Our research goal is to bridge the gap between what robotic manipulators can do now and what they are capable of doing.
Our research thrust on nonprehensile physics-based manipulation has produced simple but effective models, integrated with proprioception and perception, that have enabled robots to fearlessly push, pull, and slide objects, and reconfigure clutter that comes in the way of their primary task. Our work has made fundamental contributions to motion planning, trajectory optimization, state estimation, and information gathering for manipulation.
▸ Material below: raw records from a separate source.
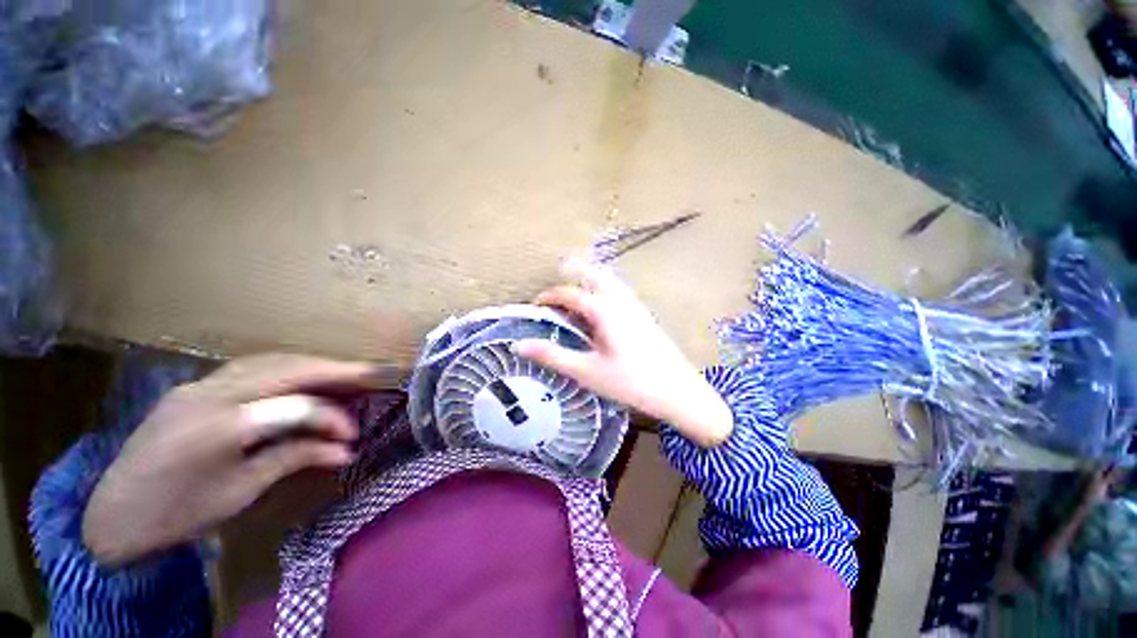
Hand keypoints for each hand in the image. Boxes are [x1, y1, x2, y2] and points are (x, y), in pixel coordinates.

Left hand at [83, 354, 380, 566]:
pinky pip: (251, 367)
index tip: (353, 437)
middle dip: (336, 370)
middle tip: (373, 374)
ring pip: (271, 360)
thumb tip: (345, 451)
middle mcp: (209, 393)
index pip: (294, 407)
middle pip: (287, 368)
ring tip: (346, 374)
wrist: (113, 515)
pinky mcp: (196, 386)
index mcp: (218, 426)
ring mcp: (199, 384)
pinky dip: (288, 368)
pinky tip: (303, 377)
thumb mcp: (239, 493)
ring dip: (314, 365)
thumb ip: (294, 459)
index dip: (331, 418)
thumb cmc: (178, 513)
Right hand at [515, 259, 732, 446]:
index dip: (550, 296)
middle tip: (560, 269)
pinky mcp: (644, 315)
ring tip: (579, 280)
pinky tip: (605, 302)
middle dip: (575, 269)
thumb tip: (519, 345)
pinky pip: (620, 291)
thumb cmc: (629, 382)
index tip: (536, 304)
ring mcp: (635, 306)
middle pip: (594, 275)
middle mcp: (620, 301)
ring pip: (610, 280)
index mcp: (603, 310)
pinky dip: (606, 286)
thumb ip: (553, 356)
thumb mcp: (586, 371)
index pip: (570, 294)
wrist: (677, 391)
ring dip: (592, 275)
Our research thrust on the mathematics of human-robot interaction has produced a framework for collaboration using Bayesian inference to model the human collaborator, and trajectory optimization to generate fluent collaborative plans. Our work has made fundamental contributions to human-robot handovers, shared autonomy, the expressiveness of robot motion, and game-theoretic models of human-robot collaboration.
Common to all of our research is a unifying philosophy: We build mathematical models of physical behavior. Using these models we have transferred behaviors from humans to robots, and across robots.
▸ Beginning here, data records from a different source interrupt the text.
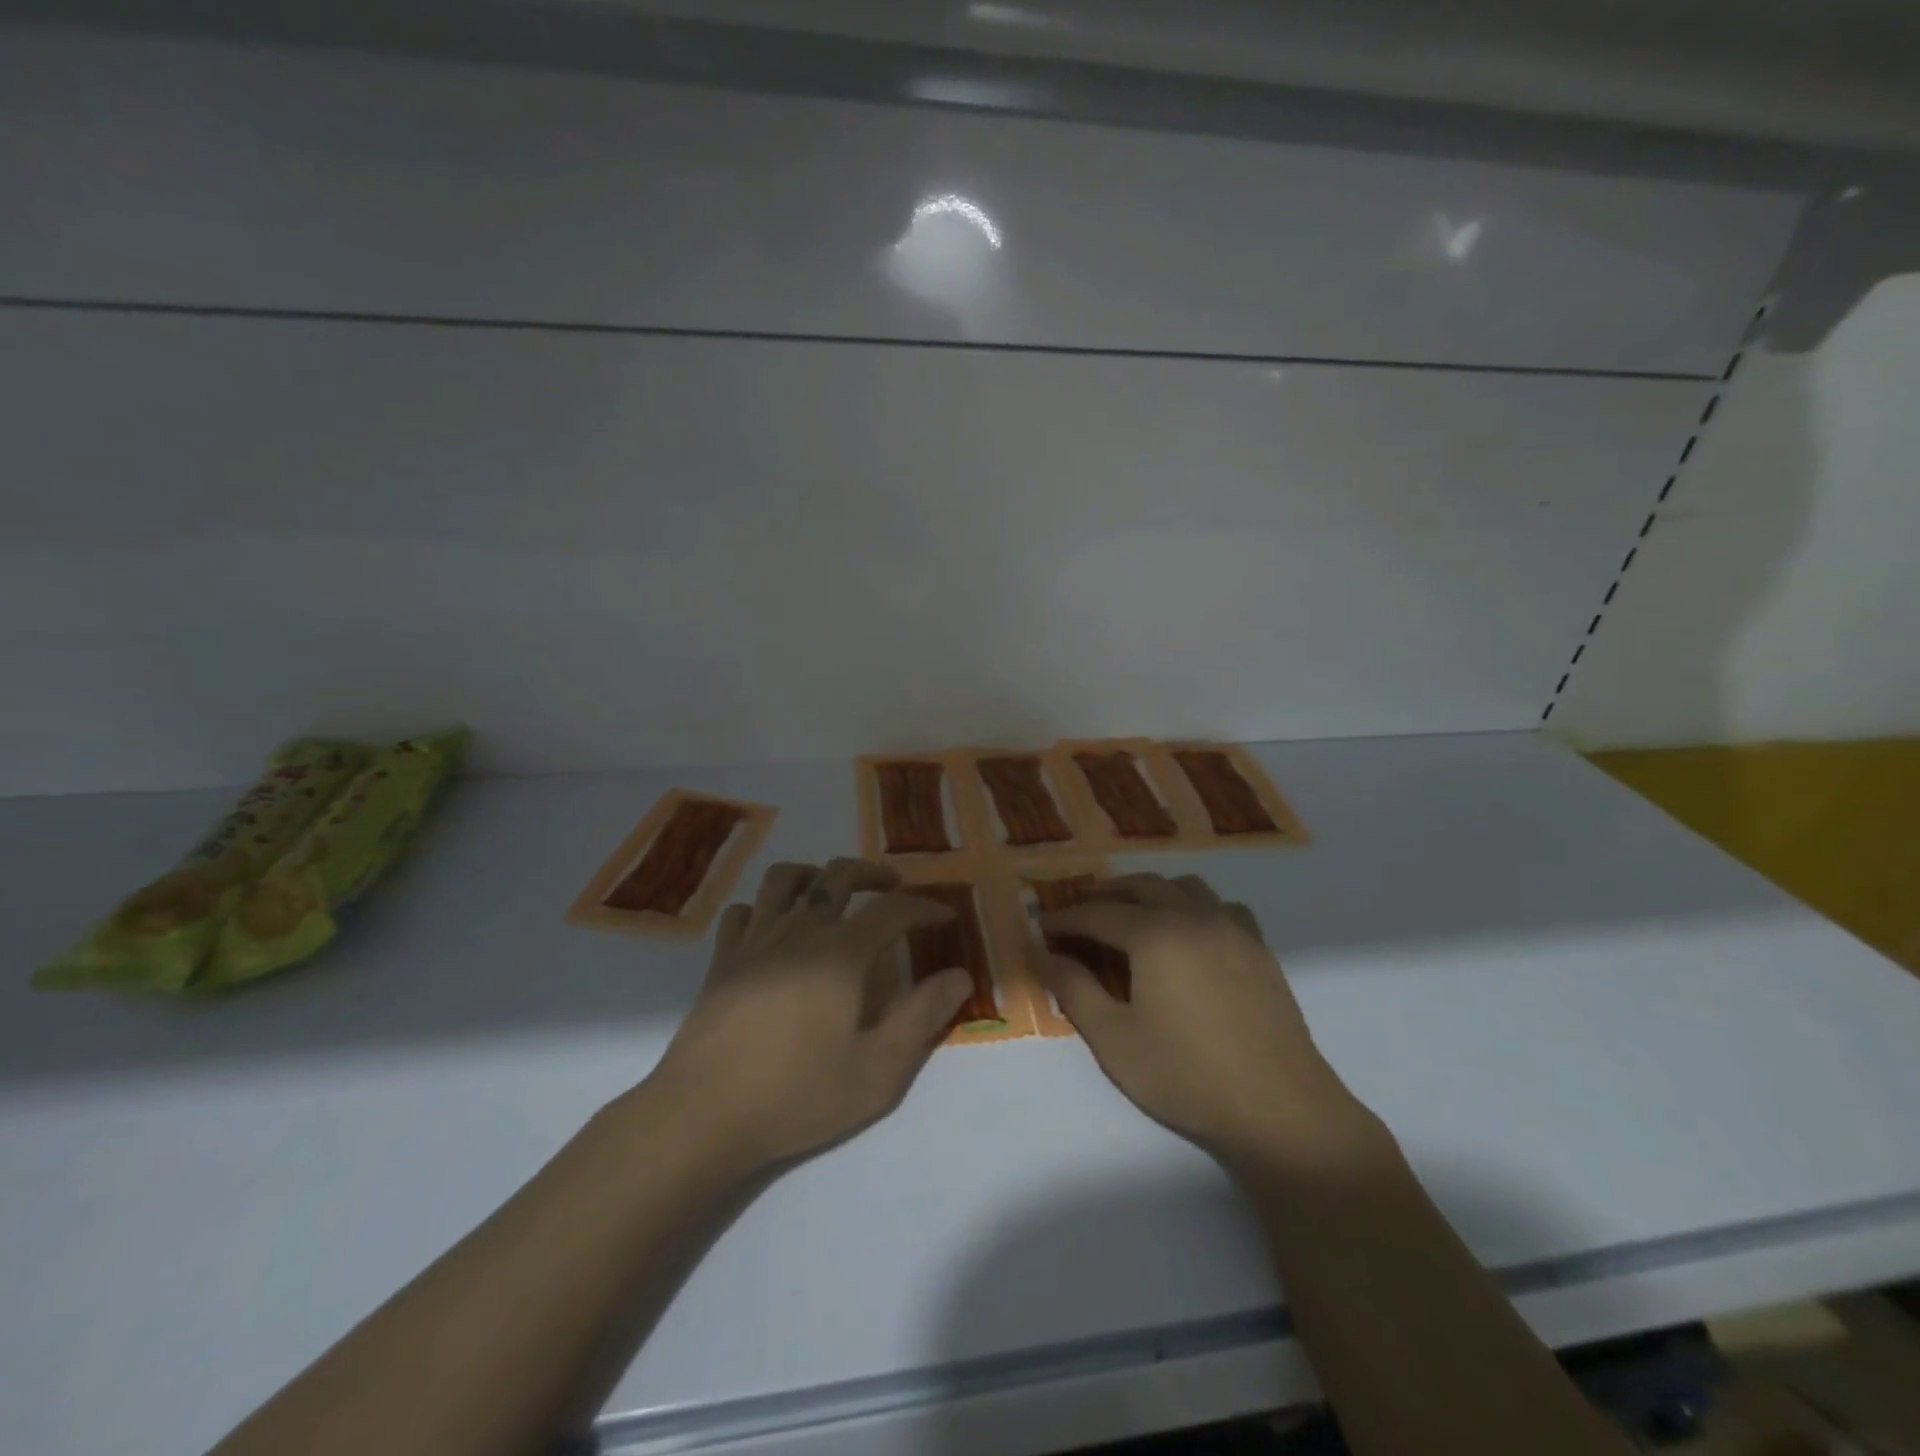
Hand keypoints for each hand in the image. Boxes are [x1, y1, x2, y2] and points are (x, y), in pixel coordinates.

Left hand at [643, 858, 971, 1173]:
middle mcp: (799, 930)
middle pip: (837, 875)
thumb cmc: (797, 1094)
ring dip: (815, 874)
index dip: (925, 907)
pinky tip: (774, 928)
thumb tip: (960, 976)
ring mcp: (755, 941)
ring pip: (785, 879)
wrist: (702, 1115)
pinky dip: (765, 907)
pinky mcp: (722, 960)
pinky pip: (745, 911)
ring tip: (831, 890)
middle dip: (872, 873)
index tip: (945, 916)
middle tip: (893, 886)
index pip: (892, 910)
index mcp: (841, 952)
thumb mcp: (877, 1070)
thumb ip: (922, 1017)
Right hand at [1041, 874, 1379, 1171]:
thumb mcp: (1114, 1040)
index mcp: (1156, 935)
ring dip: (1151, 892)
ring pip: (1184, 886)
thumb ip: (1074, 990)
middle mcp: (1194, 917)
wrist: (1280, 1110)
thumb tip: (1045, 955)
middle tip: (1080, 914)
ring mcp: (1233, 929)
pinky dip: (1195, 906)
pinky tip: (1190, 934)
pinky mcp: (1259, 948)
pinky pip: (1221, 906)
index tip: (1043, 926)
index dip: (1066, 918)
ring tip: (1132, 916)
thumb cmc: (1187, 1077)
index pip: (1098, 913)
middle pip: (1141, 885)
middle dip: (1105, 894)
We also passionate about building end-to-end systems (HERB, ADA, HRP3, CHIMP, Andy, among others) that integrate perception, planning, and control in the real world. Understanding the interplay between system components has helped us produce state-of-the-art algorithms for object recognition and pose estimation (MOPED), and dense 3D modeling (CHISEL, now used by Google Project Tango).
Much of our work is open source and available on GitHub.